**Task**
For the entries below, report every line that includes the word "Thuận".

**Data records**
· · · · ·

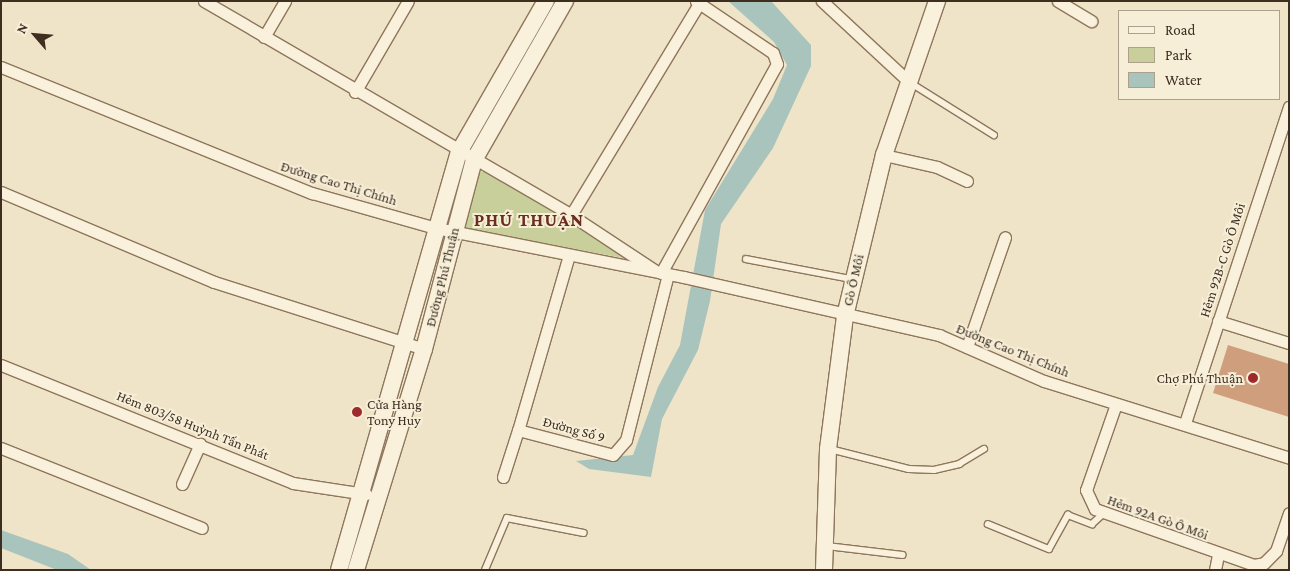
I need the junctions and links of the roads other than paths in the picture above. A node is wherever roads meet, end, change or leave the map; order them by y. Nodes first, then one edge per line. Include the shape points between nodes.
1 (204, 1) edge
2 (285, 1) edge
3 (408, 1) edge
4 (546, 1) edge
5 (565, 1) edge
6 (822, 1) edge
7 (937, 1) edge
8 (1058, 1) edge
9 (698, 2) edge
10 (1092, 21) dead end
11 (264, 37) junction
12 (1, 67) edge
13 (907, 80) junction
14 (355, 92) junction
15 (1289, 107) edge
16 (994, 134) dead end
17 (458, 152) junction
18 (884, 155) junction
19 (474, 160) junction
20 (967, 181) dead end
21 (1, 192) edge
22 (571, 215) junction
23 (436, 228) junction
24 (452, 231) junction
25 (1005, 237) dead end
26 (569, 255) junction
27 (746, 259) dead end
28 (662, 273) junction
29 (854, 279) junction
30 (845, 316) junction
31 (1218, 321) junction
32 (1289, 343) edge
33 (405, 344) junction
34 (424, 348) junction
35 (967, 348) junction
36 (1, 365) edge
37 (1116, 404) junction
38 (1185, 422) junction
39 (518, 430) junction
40 (200, 444) junction
41 (1, 448) edge
42 (828, 449) junction
43 (984, 449) dead end
44 (1289, 458) edge
45 (503, 477) dead end
46 (182, 484) dead end
47 (361, 494) junction
48 (378, 496) junction
49 (1289, 513) edge
50 (1103, 514) junction
51 (988, 524) dead end
52 (202, 528) dead end
53 (584, 532) dead end
54 (825, 546) junction
55 (1218, 554) junction
56 (902, 555) dead end
57 (339, 570) edge
58 (356, 570) edge
59 (485, 570) edge
60 (824, 570) edge
61 (1215, 570) edge

1 - 11 street
2 - 11 street
3 - 14 street
4 - 17 street, Đường Phú Thuận
5 - 19 street, Đường Phú Thuận
6 - 13 street
7 - 13 street, Gò Ô Môi
8 - 10 street
9 - 22 street
9 - 28 street, Đường Số 9 via 773,53 777,64
11 - 14 street
12 - 23 street, Đường Cao Thị Chính via 312,193
13 - 16 lane
13 - 18 street, Gò Ô Môi
14 - 17 street
15 - 31 street, Hẻm 92B-C Gò Ô Môi
17 - 19 street
17 - 23 street, Đường Phú Thuận
18 - 20 street via 928,164
18 - 29 street, Gò Ô Môi
19 - 22 street
19 - 24 street, Đường Phú Thuận
21 - 33 street via 214,282
22 - 28 street
23 - 24 street, Đường Cao Thị Chính
23 - 33 street, Đường Phú Thuận
24 - 26 street, Đường Cao Thị Chính
24 - 34 street, Đường Phú Thuận
25 - 35 street
26 - 28 street, Đường Cao Thị Chính
26 - 39 street
27 - 29 lane
28 - 30 street, Đường Cao Thị Chính
28 - 39 street, Đường Số 9 via 621,449 613,455
29 - 30 street, Gò Ô Môi
30 - 35 street, Đường Cao Thị Chính via 939,336
30 - 42 street, Gò Ô Môi
31 - 32 street
31 - 38 street, Hẻm 92B-C Gò Ô Môi
33 - 34 street
33 - 47 street, Đường Phú Thuận
34 - 48 street, Đường Phú Thuận
35 - 37 street, Đường Cao Thị Chính
36 - 40 street, Hẻm 803/58 Huỳnh Tấn Phát
37 - 38 street, Đường Cao Thị Chính
37 - 50 street, Hẻm 92A Gò Ô Môi via 1086,490 1095,509
38 - 44 street, Đường Cao Thị Chính
39 - 45 street
40 - 46 street
40 - 47 street, Hẻm 803/58 Huỳnh Tấn Phát via 293,483
41 - 52 street
42 - 43 lane via 909,468 934,470 959,464
42 - 54 street, Gò Ô Môi
47 - 48 street, Hẻm 803/58 Huỳnh Tấn Phát
47 - 57 street, Đường Phú Thuận
48 - 58 street, Đường Phú Thuận
49 - 55 street, Hẻm 92A Gò Ô Môi via 1276,552 1264,563 1254,566
50 - 51 lane via 1092,524 1068,515 1049,549
50 - 55 street, Hẻm 92A Gò Ô Môi
53 - 59 lane via 512,517 505,522
54 - 56 lane
54 - 60 street, Gò Ô Môi
55 - 61 street

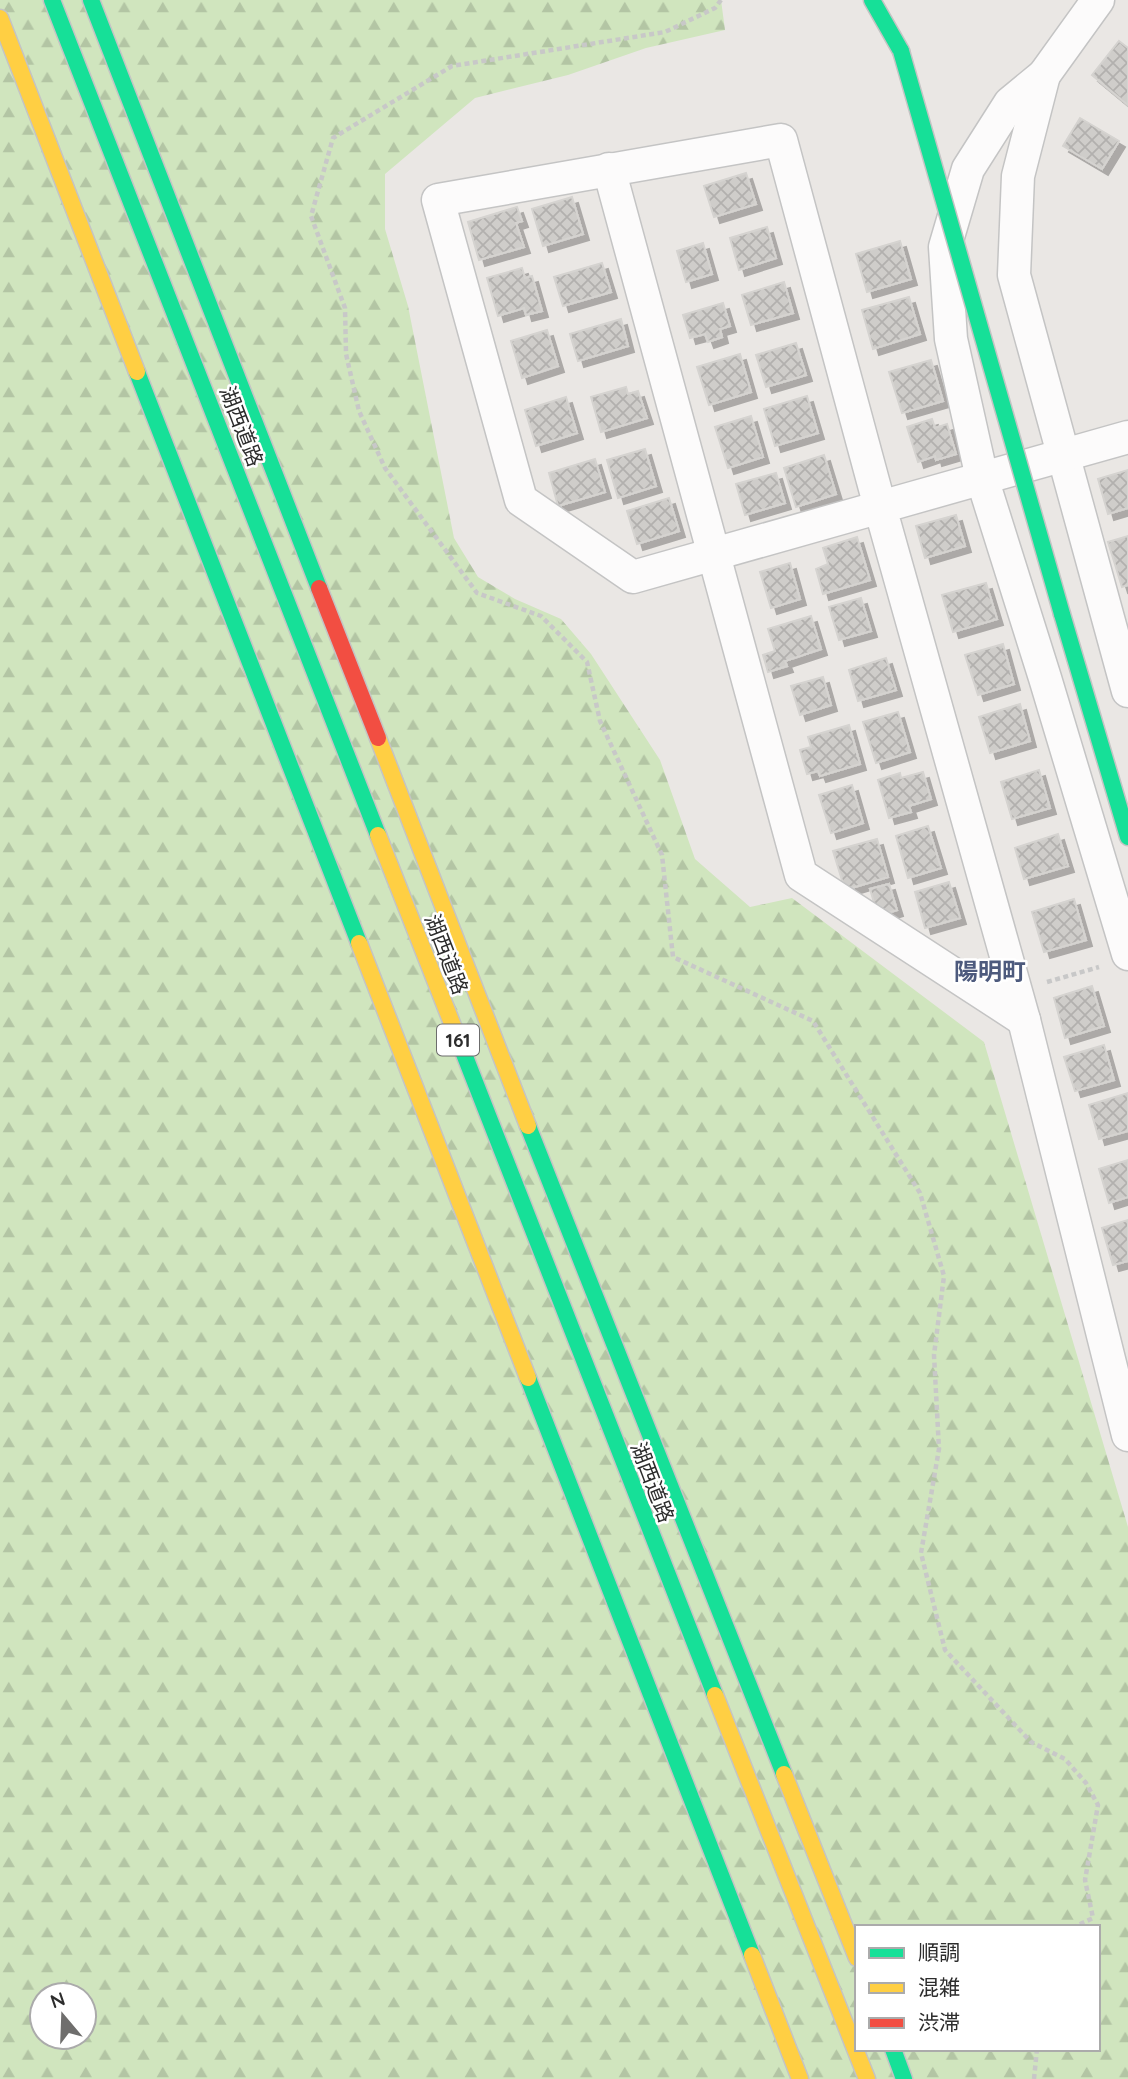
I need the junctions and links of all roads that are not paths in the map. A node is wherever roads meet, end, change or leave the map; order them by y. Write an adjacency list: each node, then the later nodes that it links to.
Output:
1 (52, 0): 19 (main road, 湖西道路 / 161)
2 (91, 0): 18 (main road, 湖西道路 / 161)
3 (872, 0): 14 (main road, bridge)
4 (1098, 0): 6 (street)
5 (0, 18): 22 (main road)
6 (1044, 75): 9 (street); 10 (street)
7 (609, 169): 11 (street); 12 (street); 12 (street)
8 (1128, 437): 9 (street)
9 (1062, 455): 10 (street); 13 (street)
10 (982, 478): 11 (street); 15 (street)
11 (880, 507): 12 (street); 16 (street)
12 (715, 555): 16 (street)
13 (1128, 691)
14 (1128, 838)
15 (1114, 960)
16 (1020, 1006): 17 (street)
17 (1128, 1435)
18 (855, 1953)
19 (855, 2050)
20 (856, 2051): 23 (main road, 湖西道路 / 161)
21 (893, 2051): 24 (main road)
22 (800, 2079)
23 (867, 2079)
24 (904, 2079)

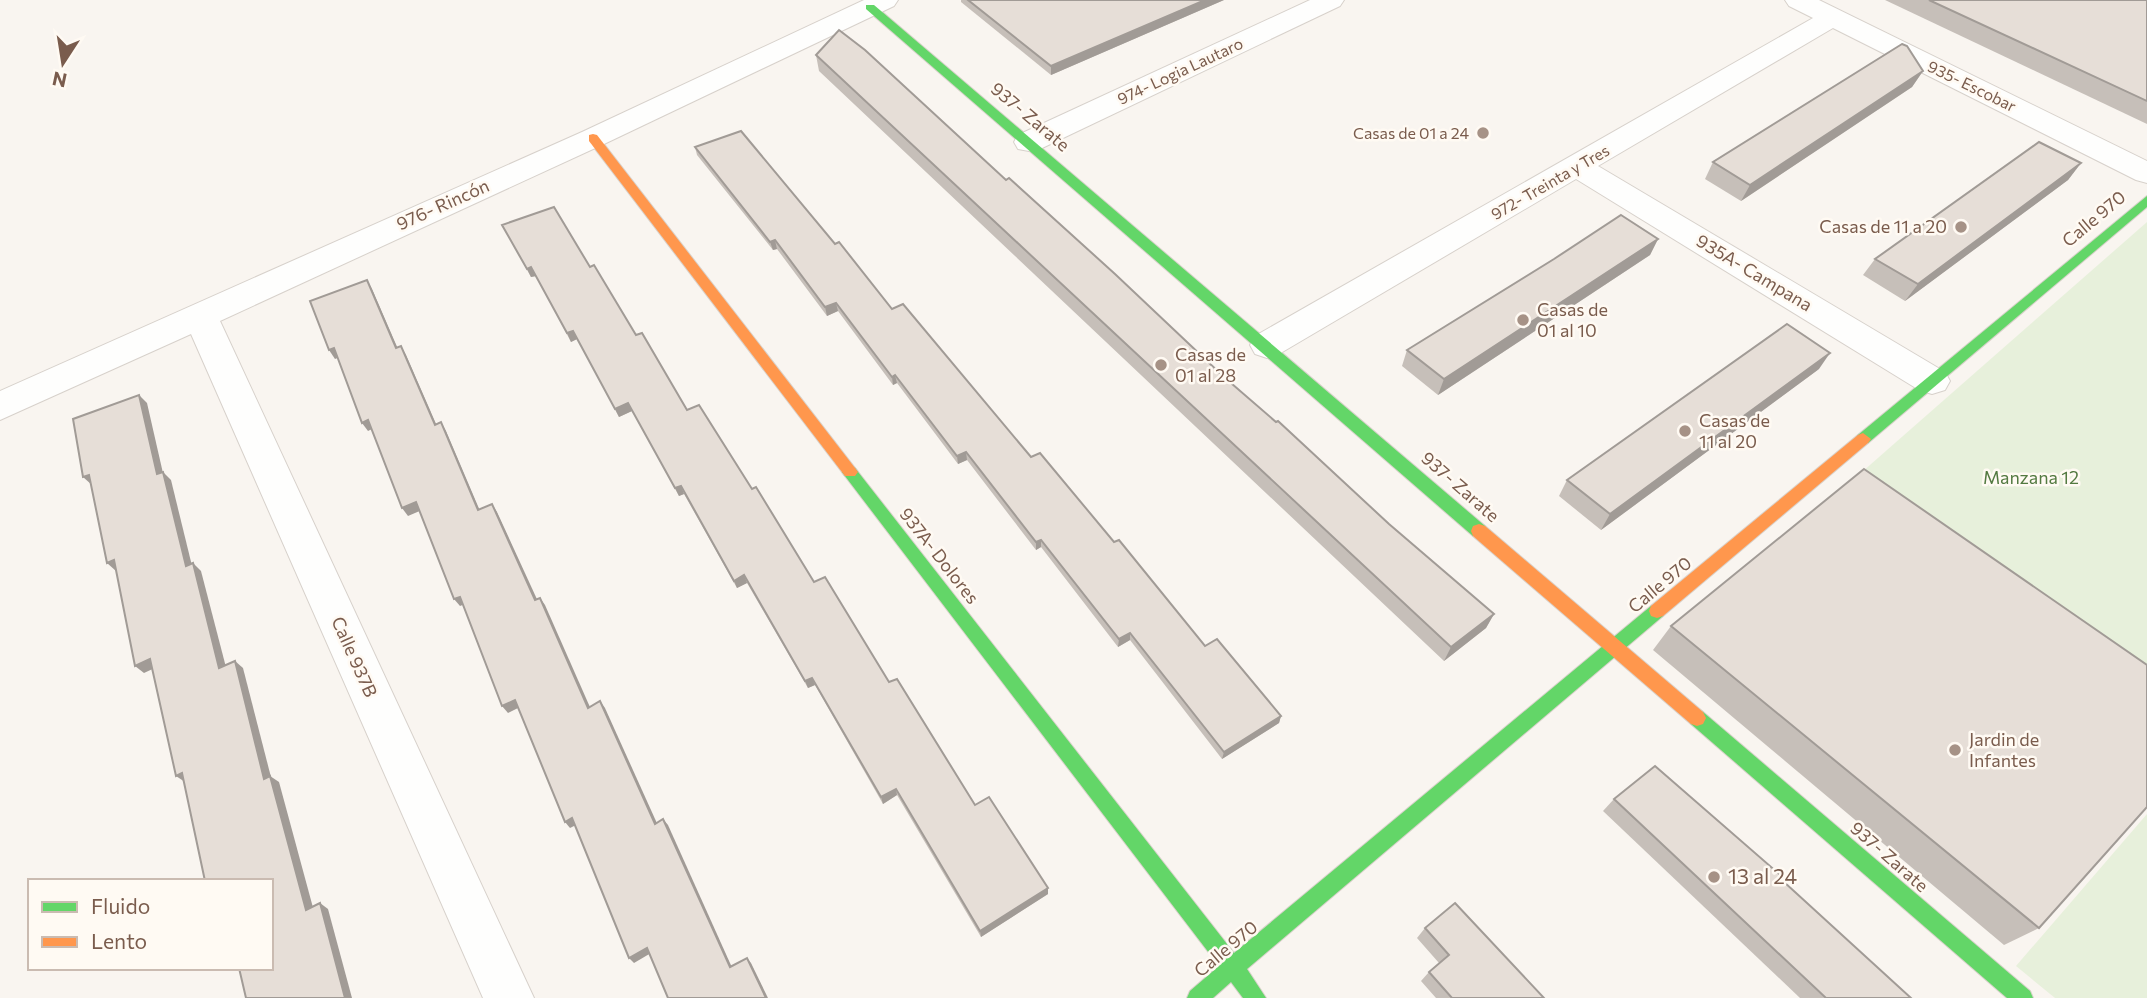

· · · · ·

**Answer for this exercise**
4 - 17 street, Đường Phú Thuận
5 - 19 street, Đường Phú Thuận
17 - 23 street, Đường Phú Thuận
19 - 24 street, Đường Phú Thuận
23 - 33 street, Đường Phú Thuận
24 - 34 street, Đường Phú Thuận
33 - 47 street, Đường Phú Thuận
34 - 48 street, Đường Phú Thuận
47 - 57 street, Đường Phú Thuận
48 - 58 street, Đường Phú Thuận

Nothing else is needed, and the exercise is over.